__TASK DETAILS__
The copy you produce must repeat each record exactly and contain no pictures.

__TASK MATERIAL__

::::

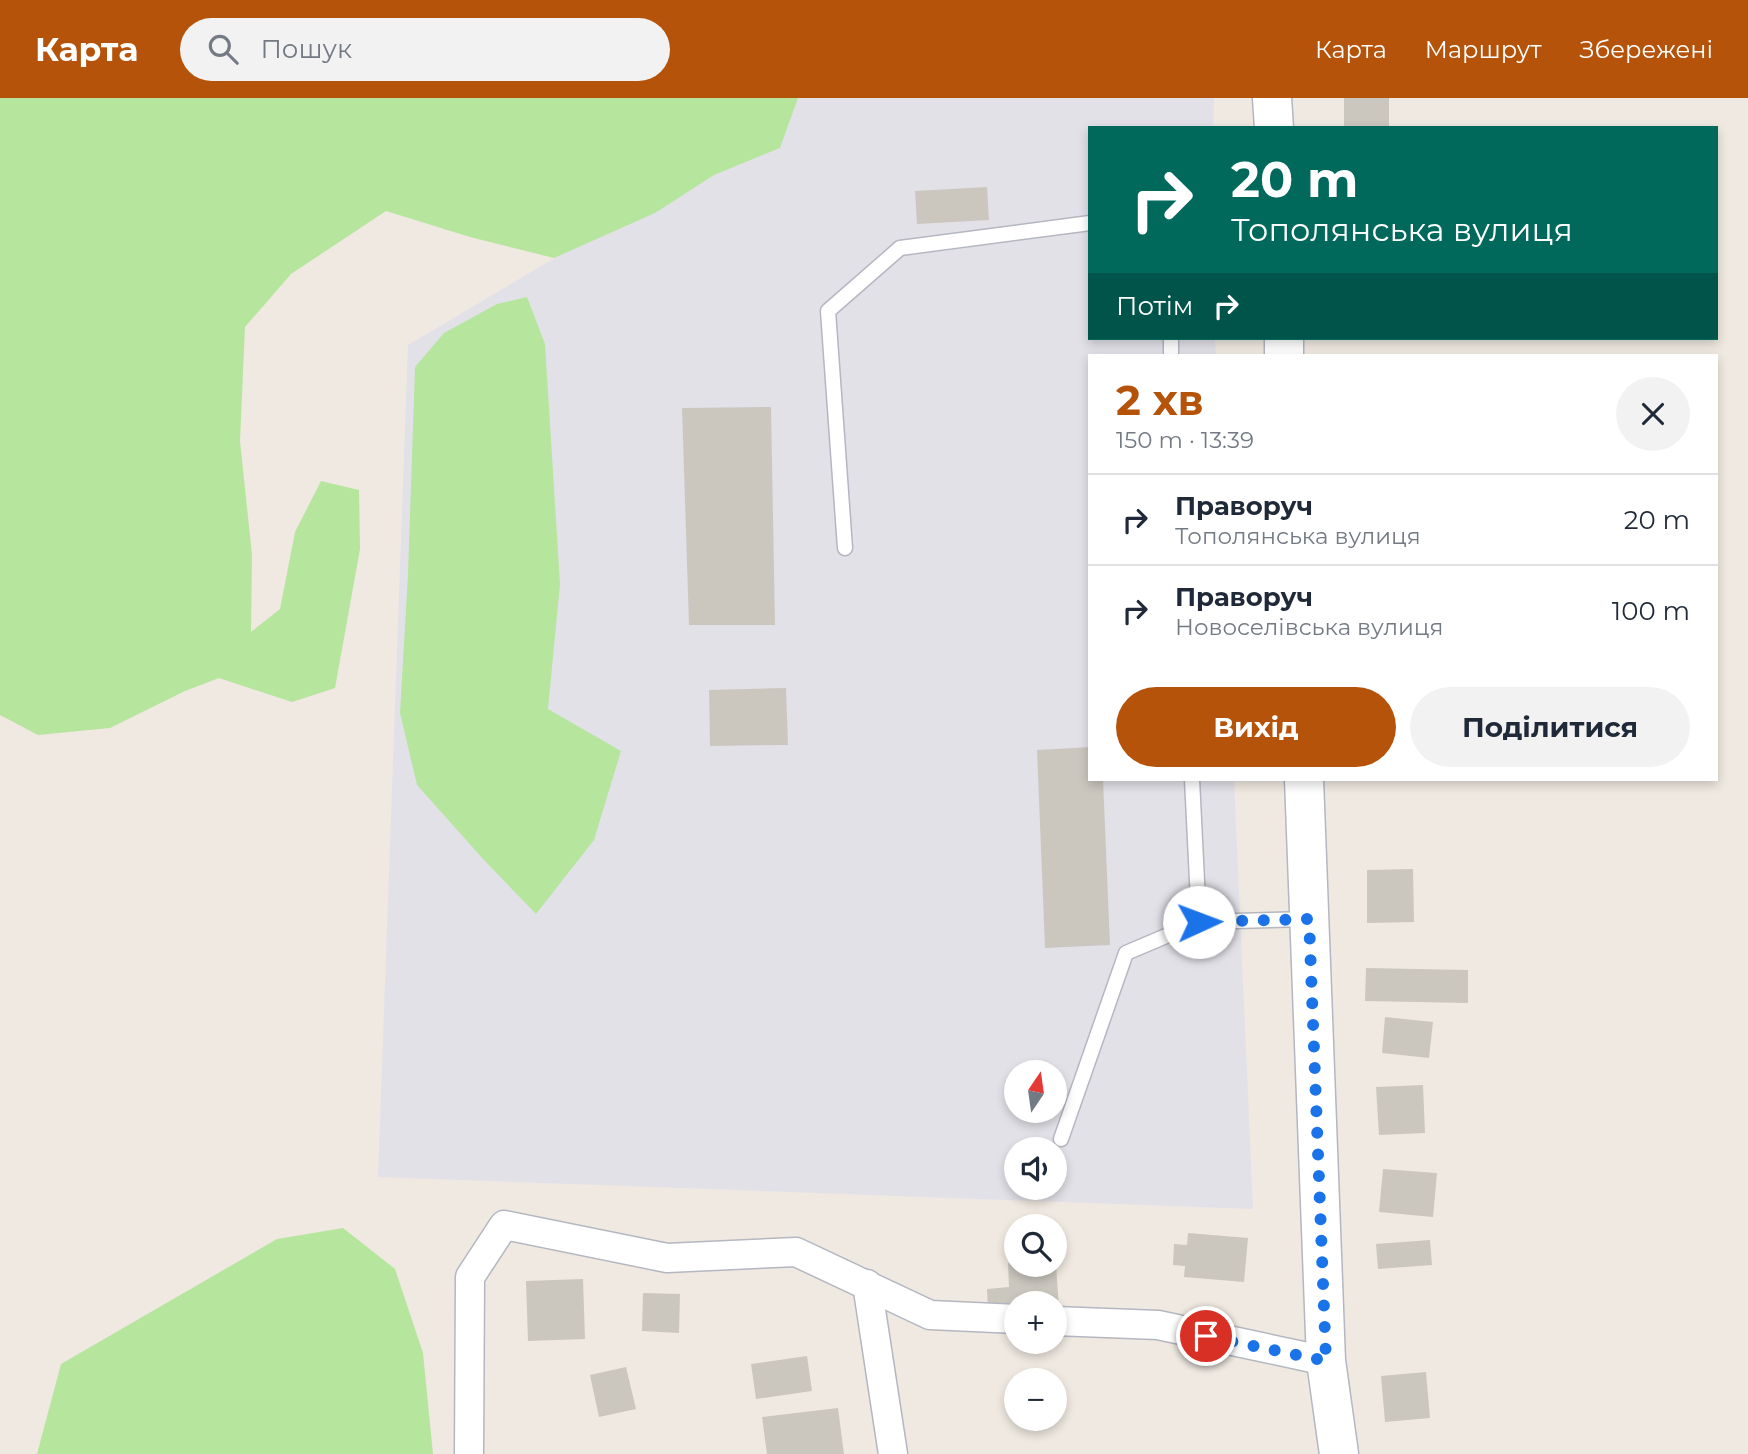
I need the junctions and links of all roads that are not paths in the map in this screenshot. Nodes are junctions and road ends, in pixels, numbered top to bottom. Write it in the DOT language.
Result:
graph roads {
  1 [pos="1272,98"];
  2 [pos="1274,126"];
  3 [pos="1088,223"];
  4 [pos="845,548"];
  5 [pos="1192,781"];
  6 [pos="1304,781"];
  7 [pos="1309,919"];
  8 [pos="1199,922"];
  9 [pos="1062,1137"];
  10 [pos="867,1284"];
  11 [pos="1004,1318"];
  12 [pos="1067,1321"];
  13 [pos="1326,1361"];
  14 [pos="469,1454"];
  15 [pos="893,1454"];
  16 [pos="1339,1454"];
  1 -- 2 [label="street"];
  3 -- 4 [label="lane"];
  5 -- 8 [label="lane"];
  6 -- 7 [label="street"];
  7 -- 8 [label="lane"];
  7 -- 13 [label="street"];
  8 -- 9 [label="lane"];
  10 -- 11 [label="street"];
  10 -- 14 [label="street"];
  10 -- 15 [label="street"];
  12 -- 13 [label="street"];
  13 -- 16 [label="street"];
}
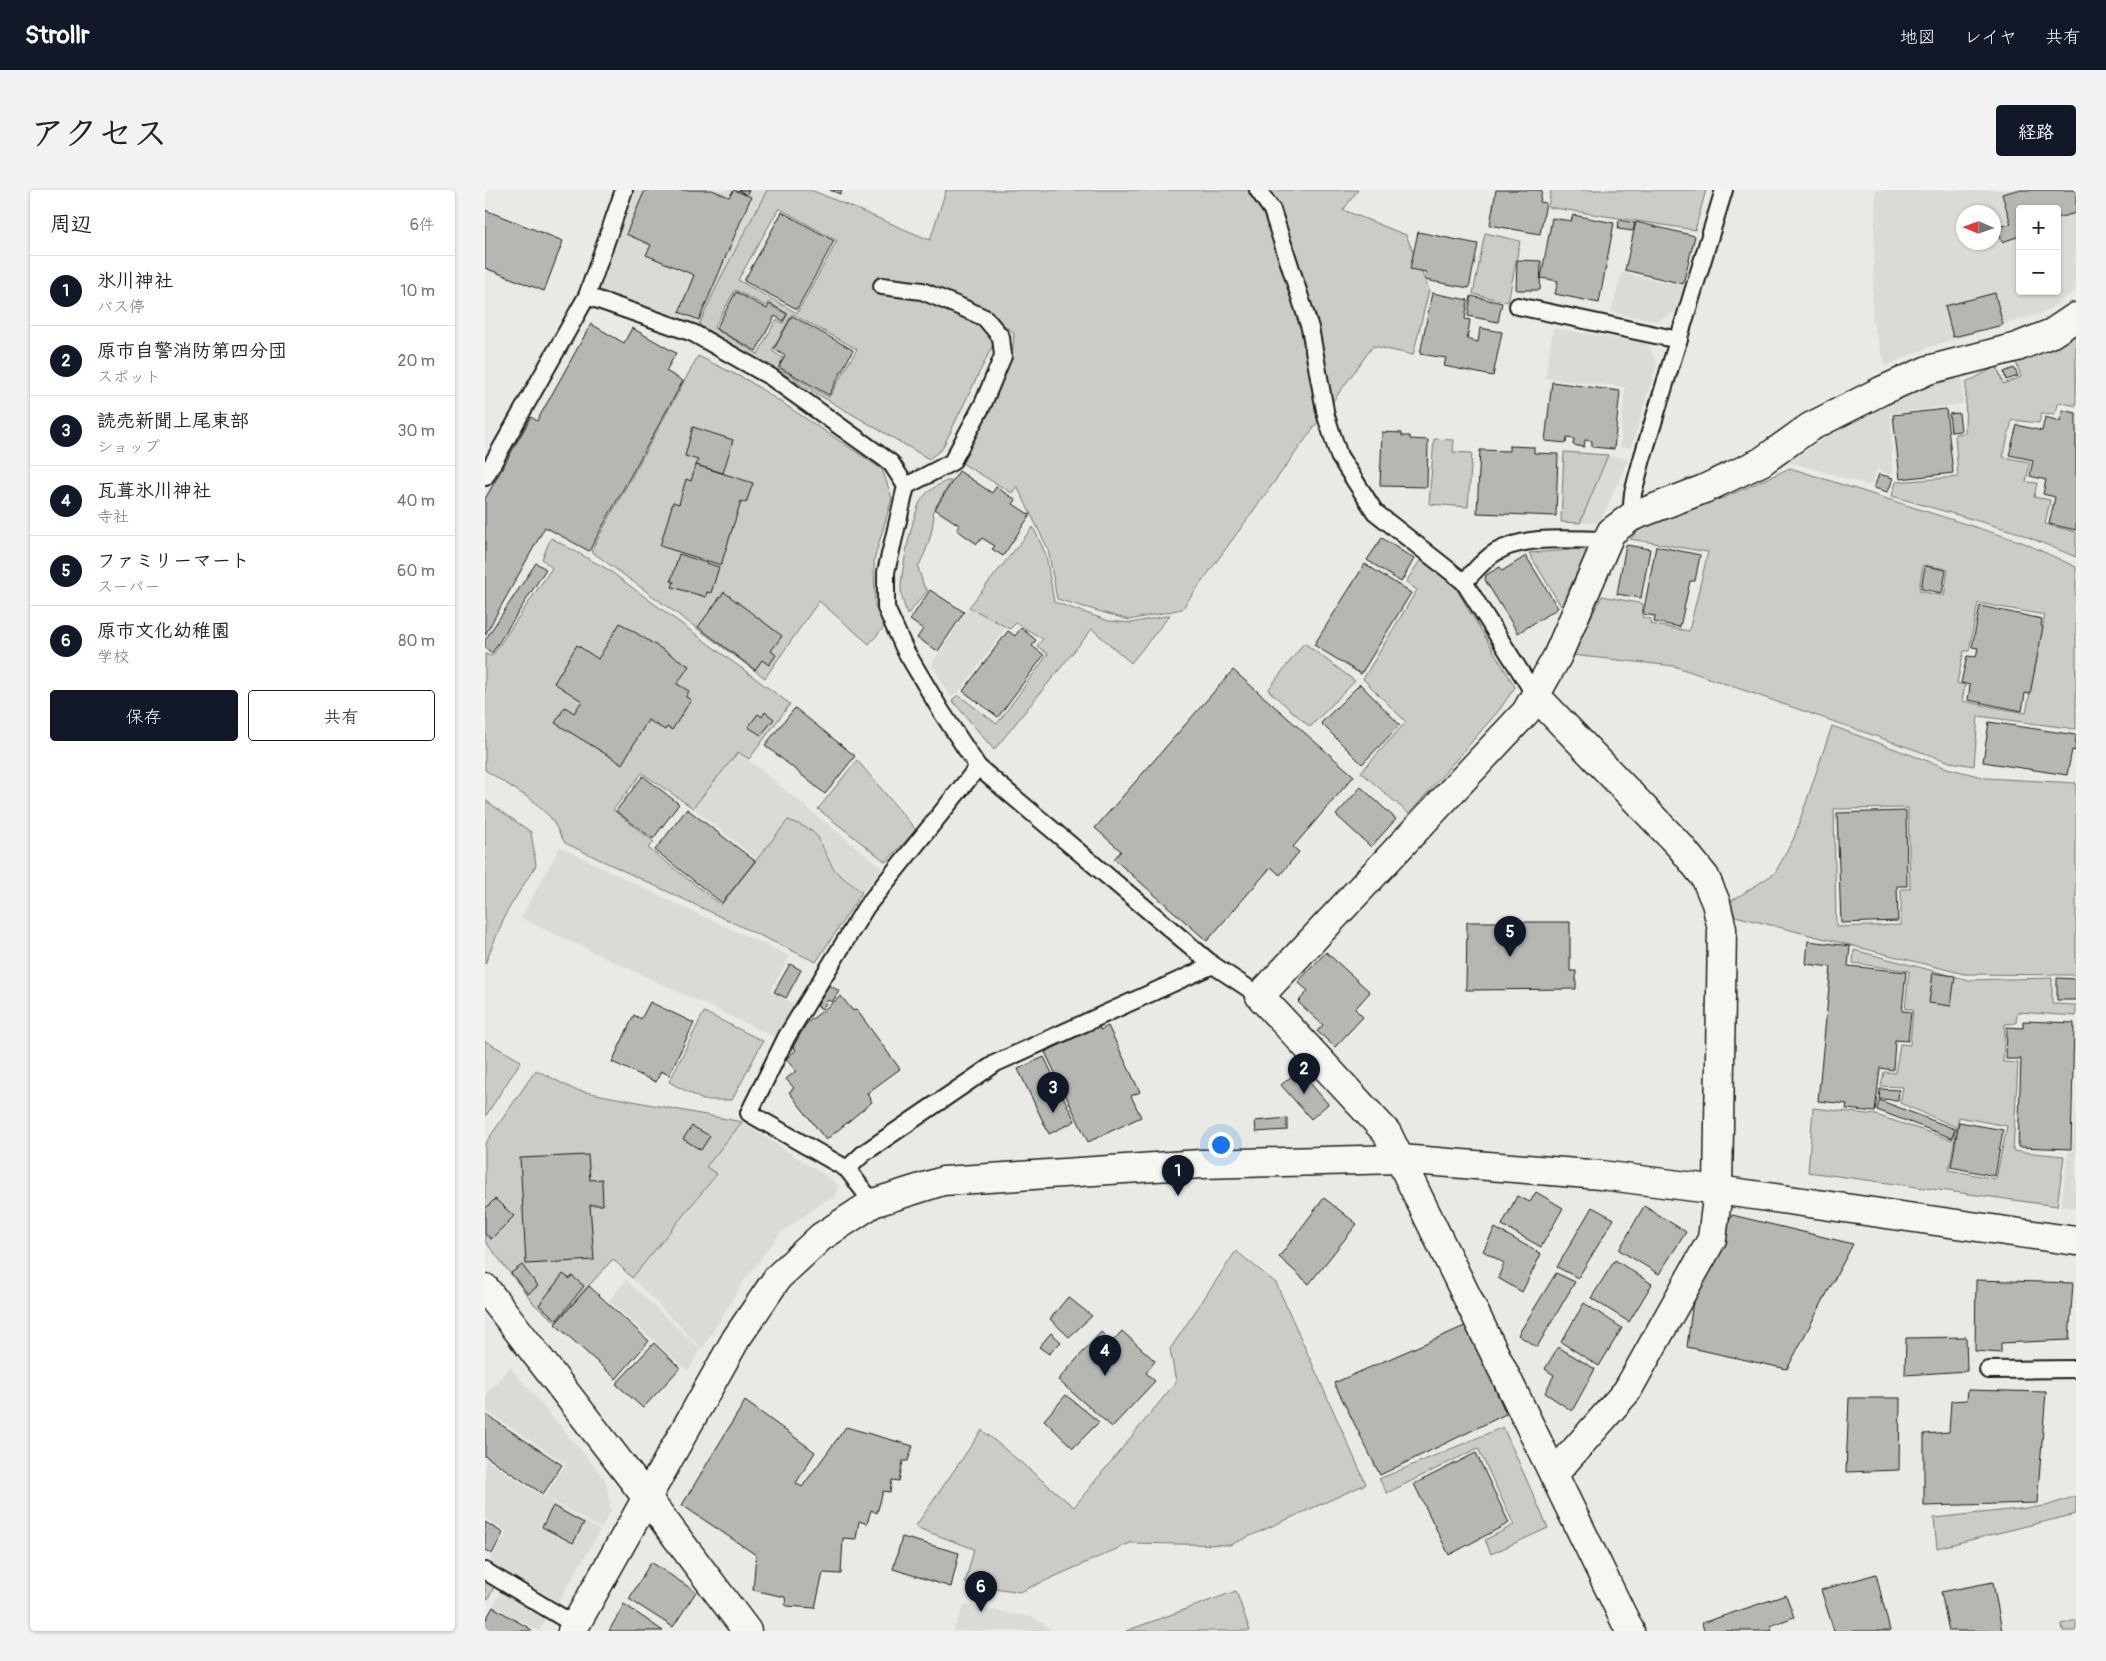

::::

__EXPECTED ANSWER__
I need the junctions and links of all roads that are not paths in the map in this screenshot. Nodes are junctions and road ends, in pixels, numbered top to bottom. Write it in the DOT language.
Result:
graph roads {
  1 [pos="1272,98"];
  2 [pos="1274,126"];
  3 [pos="1088,223"];
  4 [pos="845,548"];
  5 [pos="1192,781"];
  6 [pos="1304,781"];
  7 [pos="1309,919"];
  8 [pos="1199,922"];
  9 [pos="1062,1137"];
  10 [pos="867,1284"];
  11 [pos="1004,1318"];
  12 [pos="1067,1321"];
  13 [pos="1326,1361"];
  14 [pos="469,1454"];
  15 [pos="893,1454"];
  16 [pos="1339,1454"];
  1 -- 2 [label="street"];
  3 -- 4 [label="lane"];
  5 -- 8 [label="lane"];
  6 -- 7 [label="street"];
  7 -- 8 [label="lane"];
  7 -- 13 [label="street"];
  8 -- 9 [label="lane"];
  10 -- 11 [label="street"];
  10 -- 14 [label="street"];
  10 -- 15 [label="street"];
  12 -- 13 [label="street"];
  13 -- 16 [label="street"];
}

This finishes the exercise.